Immunological tolerance refers to a reduction or complete inhibition of the ability of an individual to mount a specific immune response upon immunisation. Several mechanisms are involved in induction and maintenance of tolerance, including clonal deletion, clonal anergy, receptor editing, receptor down‐modulation and lymphocyte sequestration. The number of antigen presenting cells, the number and activity of regulatory T cells and regulatory B cells, the nature and amount of antigenic peptides generated and the presence of co‐stimulatory signals in a particular tissue are also important. Depending on the site and the level of antigen expression, different states of peripheral B‐cell and T‐cell tolerance can be reached. In certain situations, they could act in an additive manner. In humans, induction of immunological tolerance is an important issue in both transplantation biology and autoimmune diseases, and present research aims at designing novel strategies to induce specific tolerance.
Key Concepts:
Tolerance induction is easier in animals with an immature immune system or with a mature immune system that has been compromised by irradiation, drugs or thoracic drug drainage.

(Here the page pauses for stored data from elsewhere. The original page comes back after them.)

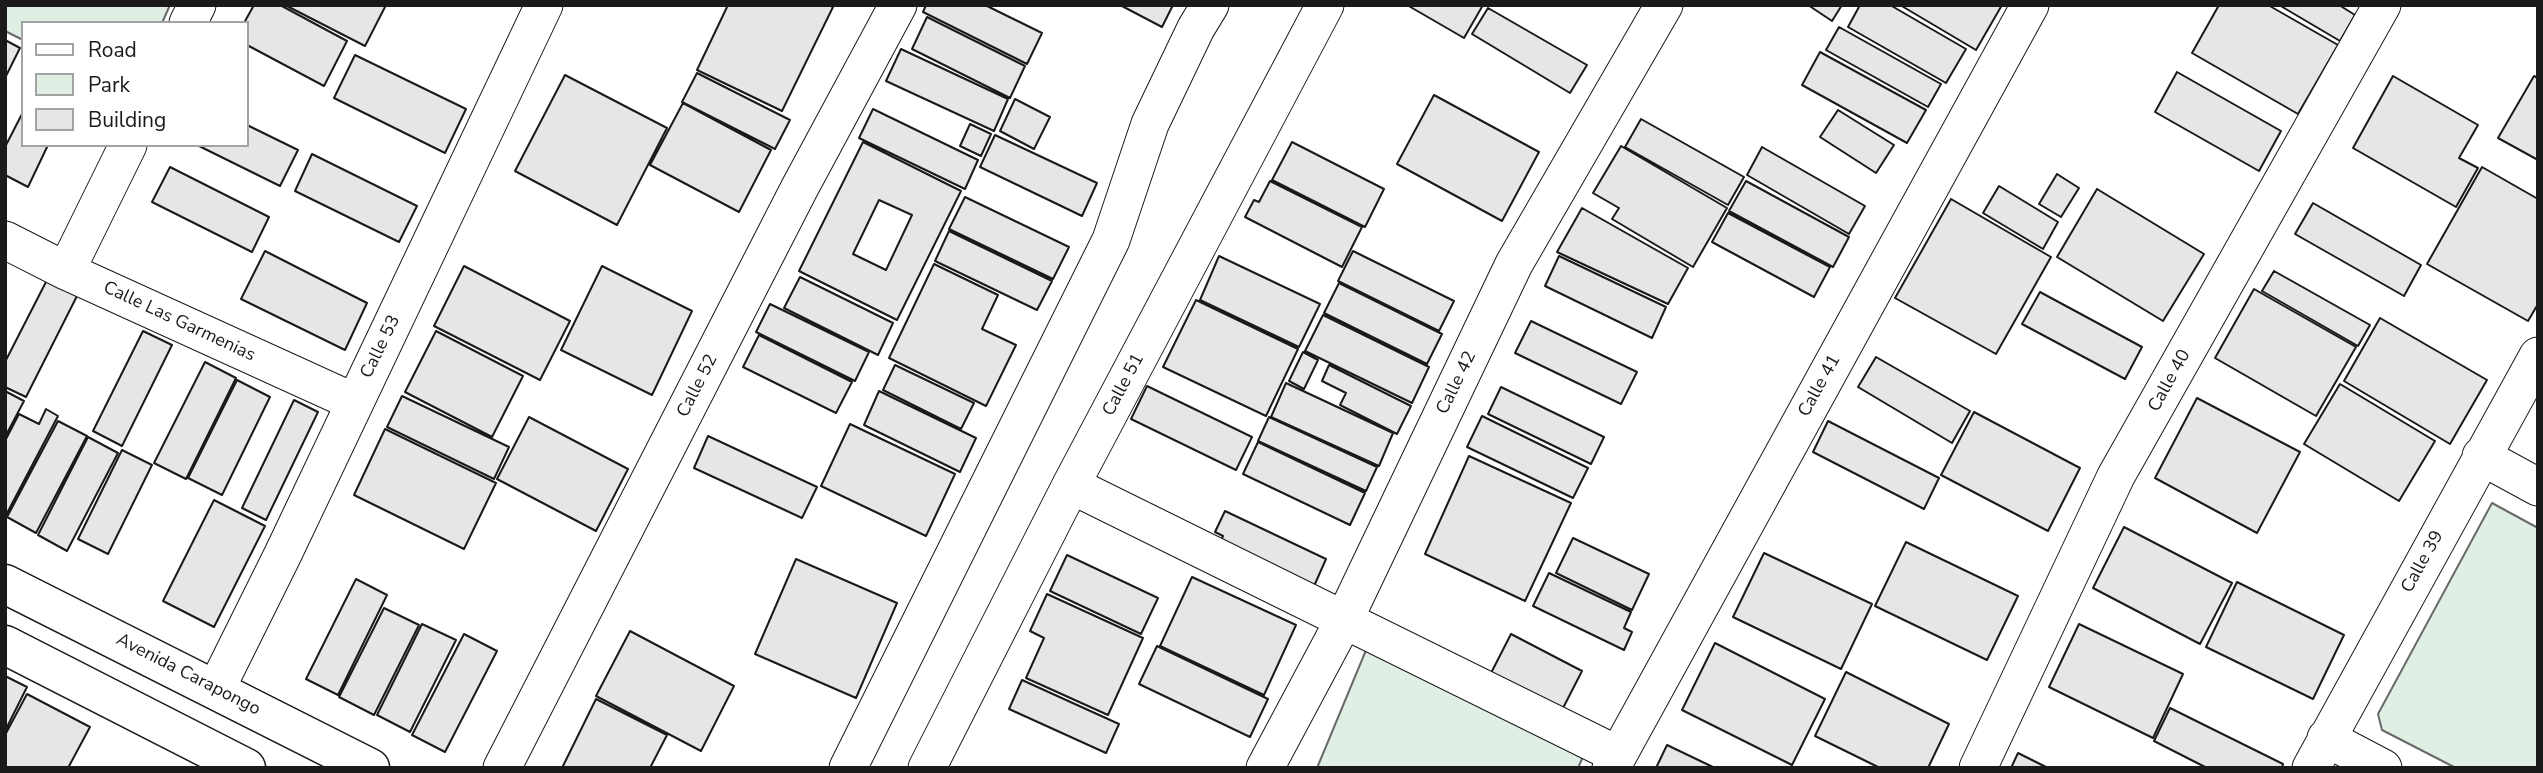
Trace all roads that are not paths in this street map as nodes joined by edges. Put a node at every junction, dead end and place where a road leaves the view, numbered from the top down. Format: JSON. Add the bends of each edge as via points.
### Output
{"nodes":[{"id":1,"x":197,"y":5,"type":"edge"},
{"id":2,"x":544,"y":5,"type":"edge"},
{"id":3,"x":898,"y":5,"type":"edge"},
{"id":4,"x":1210,"y":5,"type":"edge"},
{"id":5,"x":1325,"y":5,"type":"edge"},
{"id":6,"x":1664,"y":5,"type":"edge"},
{"id":7,"x":2030,"y":5,"type":"edge"},
{"id":8,"x":2382,"y":5,"type":"edge"},
{"id":9,"x":189,"y":21,"type":"edge"},
{"id":10,"x":127,"y":147,"type":"edge"},
{"id":11,"x":5,"y":240,"type":"edge"},
{"id":12,"x":66,"y":271,"type":"junction"},
{"id":13,"x":2538,"y":356,"type":"edge"},
{"id":14,"x":354,"y":402,"type":"junction"},
{"id":15,"x":2482,"y":456,"type":"junction"},
{"id":16,"x":1072,"y":485,"type":"junction"},
{"id":17,"x":2538,"y":487,"type":"edge"},
{"id":18,"x":5,"y":584,"type":"edge"},
{"id":19,"x":1344,"y":620,"type":"junction"},
{"id":20,"x":5,"y":645,"type":"edge"},
{"id":21,"x":216,"y":689,"type":"junction"},
{"id":22,"x":2318,"y":753,"type":"edge"},
{"id":23,"x":1615,"y":761,"type":"edge"},
{"id":24,"x":246,"y":768,"type":"edge"},
{"id":25,"x":370,"y":768,"type":"edge"},
{"id":26,"x":502,"y":768,"type":"edge"},
{"id":27,"x":848,"y":768,"type":"edge"},
{"id":28,"x":927,"y":768,"type":"edge"},
{"id":29,"x":1265,"y":768,"type":"edge"},
{"id":30,"x":1978,"y":768,"type":"edge"},
{"id":31,"x":2383,"y":768,"type":"edge"}],
"edges":[{"from":1,"to":9,"type":"street"},
{"from":2,"to":14,"type":"street","name":"Calle 53"},
{"from":3,"to":26,"type":"street","name":"Calle 52"},
{"from":4,"to":27,"type":"street","via":[[1150,124],[1111,240]]},
{"from":5,"to":16,"type":"street","name":"Calle 51"},
{"from":6,"to":19,"type":"street","name":"Calle 42","via":[[1514,264]]},
{"from":7,"to":23,"type":"street","name":"Calle 41"},
{"from":8,"to":30,"type":"street","name":"Calle 40","via":[[2116,476]]},
{"from":10,"to":12,"type":"street"},
{"from":11,"to":12,"type":"street","name":"Calle Las Garmenias"},
{"from":12,"to":14,"type":"street","name":"Calle Las Garmenias"},
{"from":13,"to":15,"type":"street","name":"Calle 39"},
{"from":14,"to":21,"type":"street","name":"Calle 53"},
{"from":15,"to":17,"type":"street"},
{"from":15,"to":22,"type":"street","name":"Calle 39"},
{"from":16,"to":19,"type":"street"},
{"from":16,"to":28,"type":"street","name":"Calle 51"},
{"from":18,"to":21,"type":"street","name":"Avenida Carapongo"},
{"from":19,"to":23,"type":"street"},
{"from":19,"to":29,"type":"street","name":"Calle 42"},
{"from":20,"to":24,"type":"street"},
{"from":21,"to":25,"type":"street","name":"Avenida Carapongo"},
{"from":22,"to":31,"type":"street"}]}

In general, when a given antigen is used over a wide range of concentrations, intermediate doses induce immunity, and low and high doses induce tolerance.
The introduction route is a key variable in tolerance induction, particularly in adult animals, presumably by determining the accessibility of the antigen to professional antigen presenting cells.
The tolerant state is not absolute and tolerance is rarely complete. With time, it gradually wanes and eventually disappears, but it can be deliberately terminated by several means.
Persistence of the tolerogen in the periphery and its accessibility to the immune system are generally required to maintain tolerance, which continuously inactivates newly emerging T and B cells that develop in lymphoid organs.
T lymphocytes specific for self‐peptides bound to major histocompatibility complex peptides are eliminated by clonal deletion, a process known as negative selection. Similarly, self‐reactive B cells are purged from the functional repertoire during the transition from the pre‐B to mature B‐cell stage in the bone marrow.
Anergy is a functionally silent state induced in B cells and T cells, allowing them to persist functionally inactivated in tolerant animals.
Receptor editing is a form of receptor processing that markedly alters the variable region genes expressed by B cells and, consequently, changes the specificity of the surface immunoglobulin and maintains B‐cell tolerance to self.
Two functional lymphocyte subsets, called regulatory T cells and regulatory B cells, have recently been found to contribute to the maintenance of the fine equilibrium required for immune tolerance.
In humans, induction of immunological tolerance in the adult is an important issue in both transplantation biology and autoimmune diseases, and present research aims at designing novel strategies to induce specific tolerance.